Typical Chinese extravaganza of a building. Rooms at 50k hairies and up. Will do your laundry even if not staying there.
Morabe.
In a nice enclosed garden a few blocks from the Sidi. With no easily seen board outside giving it away, I approached a woman who was sitting in the middle of the garden on a table with her legs stretched straight in front of her like a fat moustachioed cross between a Buddha and Yoda. By moving only the muscles of her face she summoned a minion to show me a room. Not bad for 15 k hairies. Toilet not too far and looked ok. Would have been my first choice but for its proximity to the war zone.
Leung.
Rooms ok and looked secure, but overpriced. Who needs a TV?
Mangrove Annex.
'Reception' is another fat woman with moustache (why are Betsilio women so hirsute?) This one was slow as a slug, physically and mentally, and strangely unenthusiastic about receiving visitors.
Too basic, even for me. And I do appreciate service with a smile.
Orchidee.
A secure enclosure of nice en-suite bungalows for 20k hairies. Pity no hot water and no fan but can live without both. Run by very nice people. Stayed there the rest of my time in Manakara.
Good value and an ideal place to stay. Also, close to the railway station.
Tsy Manavaka.
Didn't see the rooms but judging by the restaurant, and the fact that some of the rooms are in a newly built block where the guide shows Jacoptere gift shop (No longer on that stretch of road) I would guess the rooms are in good condition and cheap. Opposite the station. Probably a good place to flop after arriving by train. Wish I'the known.
RESTAURANTS.
Tsy Manavaka.
Good place to eat, especially for breakfast. Local dishes. Nothing touristy. Waitress thrown if you don't speak French or Malagasy. I had a lot of trouble simply ordering boiled eggs, even in French.
Gourmandise.
In town centre.

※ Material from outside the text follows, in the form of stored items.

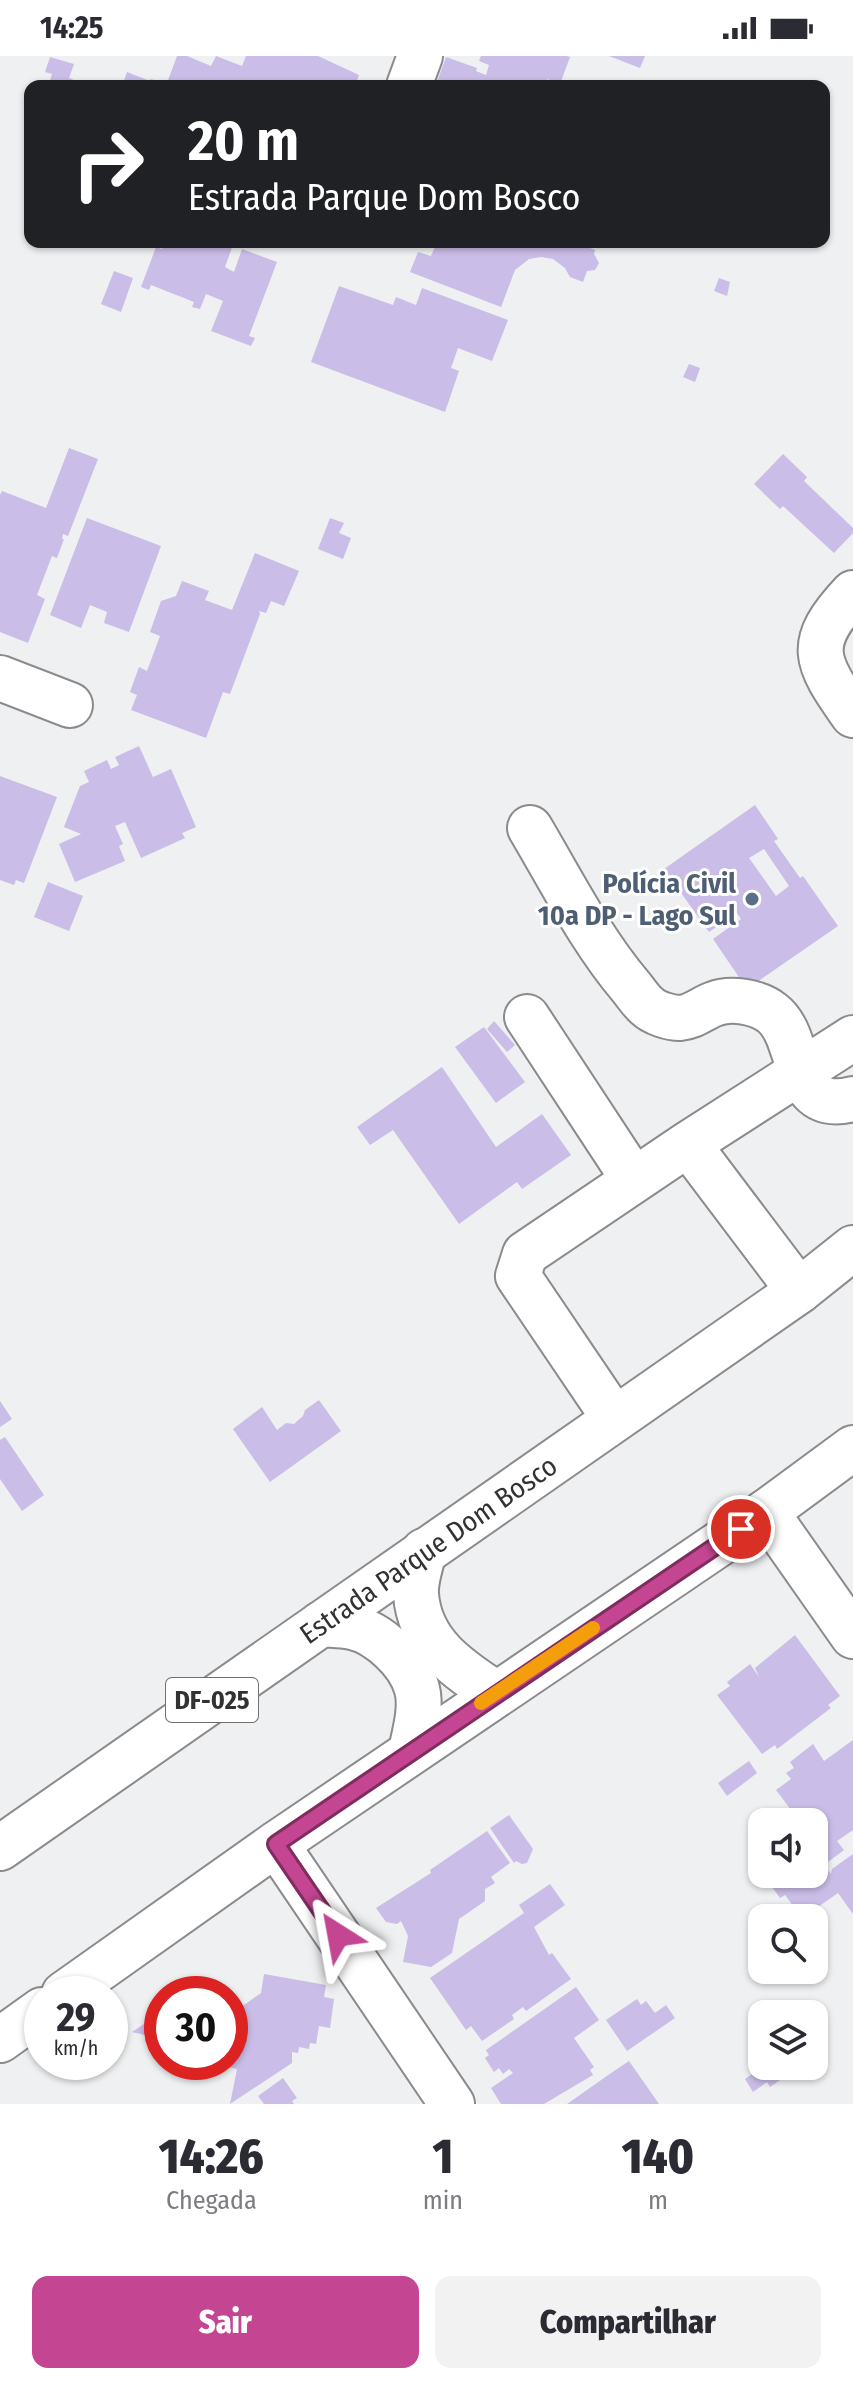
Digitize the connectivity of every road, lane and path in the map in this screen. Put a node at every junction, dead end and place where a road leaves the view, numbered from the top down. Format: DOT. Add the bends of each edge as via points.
graph roads {
  1 [pos="420,56"];
  2 [pos="411,80"];
  3 [pos="853,593"];
  4 [pos="839,657"];
  5 [pos="0,678"];
  6 [pos="70,705"];
  7 [pos="853,715"];
  8 [pos="530,828"];
  9 [pos="527,1017"];
  10 [pos="853,1038"];
  11 [pos="799,1071"];
  12 [pos="853,1099"];
  13 [pos="688,1144"];
  14 [pos="634,1180"];
  15 [pos="853,1248"];
  16 [pos="799,1291"];
  17 [pos="614,1418"];
  18 [pos="853,1448"];
  19 [pos="766,1512"];
  20 [pos="424,1551"];
  21 [pos="321,1624"];
  22 [pos="853,1636"];
  23 [pos="495,1693"];
  24 [pos="411,1751"];
  25 [pos="276,1844"];
  26 [pos="0,1848"];
  27 [pos="89,1976"];
  28 [pos="24,2023"];
  29 [pos="0,2040"];
  30 [pos="452,2104"];
  1 -- 2 [label="main road"];
  3 -- 4 [label="main road" via="823,631 820,647"];
  4 -- 7 [label="main road" via="830,683"];
  5 -- 6 [label="main road"];
  8 -- 11 [label="main road" via="611,964 648,1008 681,1018 716,1003 751,1003 780,1021"];
  9 -- 14 [label="main road"];
  10 -- 11 [label="main road"];
  11 -- 12 [label="main road" via="808,1089 821,1097 837,1103"];
  11 -- 13 [label="main road"];
  13 -- 14 [label="main road"];
  13 -- 16 [label="main road"];
  14 -- 17 [label="main road" via="525,1254 518,1276"];
  15 -- 16 [label="main road, Estrada Parque Dom Bosco / DF-025"];
  16 -- 17 [label="main road, Estrada Parque Dom Bosco / DF-025"];
  17 -- 20 [label="main road, Estrada Parque Dom Bosco / DF-025"];
  18 -- 19 [label="main road"];
  19 -- 22 [label="main road"];
  19 -- 23 [label="main road"];
  20 -- 21 [label="main road, Estrada Parque Dom Bosco / DF-025"];
  20 -- 23 [label="main road" via="415,1592 431,1642"];
  21 -- 24 [label="main road" via="354,1627 381,1641 405,1663 418,1689"];
  21 -- 26 [label="main road, Estrada Parque Dom Bosco / DF-025"];
  23 -- 24 [label="main road"];
  24 -- 25 [label="main road"];
  25 -- 27 [label="main road"];
  25 -- 30 [label="main road"];
  28 -- 29 [label="main road"];
}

Plenty of choice on the menu. Service better than standard by nice Chinese ladies.
Le Kameleon.
Near Orchidee. Young French owner speaks English, which was much appreciated when I staggered in one evening having just had an acute dose of diarrhoea seeking tea without milk and plain rice, nothing else. Absolutely no problem.
Somewhat limited menu but food good. Went in there one Sunday and, after ordering wine, was told 'wine off – its Sunday. ' What? A French restaurant that doesn't serve wine? Disgraceful.
Le Fumoir.
A watering hole for ageing French men, who clearly treat it like a private club. Together with the staff who were partying with a couple of local bucks on bikes in the road outside, they were all having a such a jolly good time they had little to spare for their one and only customer.
I ordered tornados and the steak I got was thick, nicely browned on the outer 1 mm and bleeding on the inside. If I'the wanted tartare I'the have ordered tartare.
Tornados are supposed to be cut from the fillet but this one was so chewy it could have come from the rump. What was on the menu as 'legumes' arrived as 70% potatoes and 30% carrots. Everywhere else, 'Legumes mixe' means beans and carrots. Since I also ordered frites, surely the waitress could have warned me of the potential potato overdose. But that would have involved a modicum of mental effort, and she was anxious to get back to her bikers.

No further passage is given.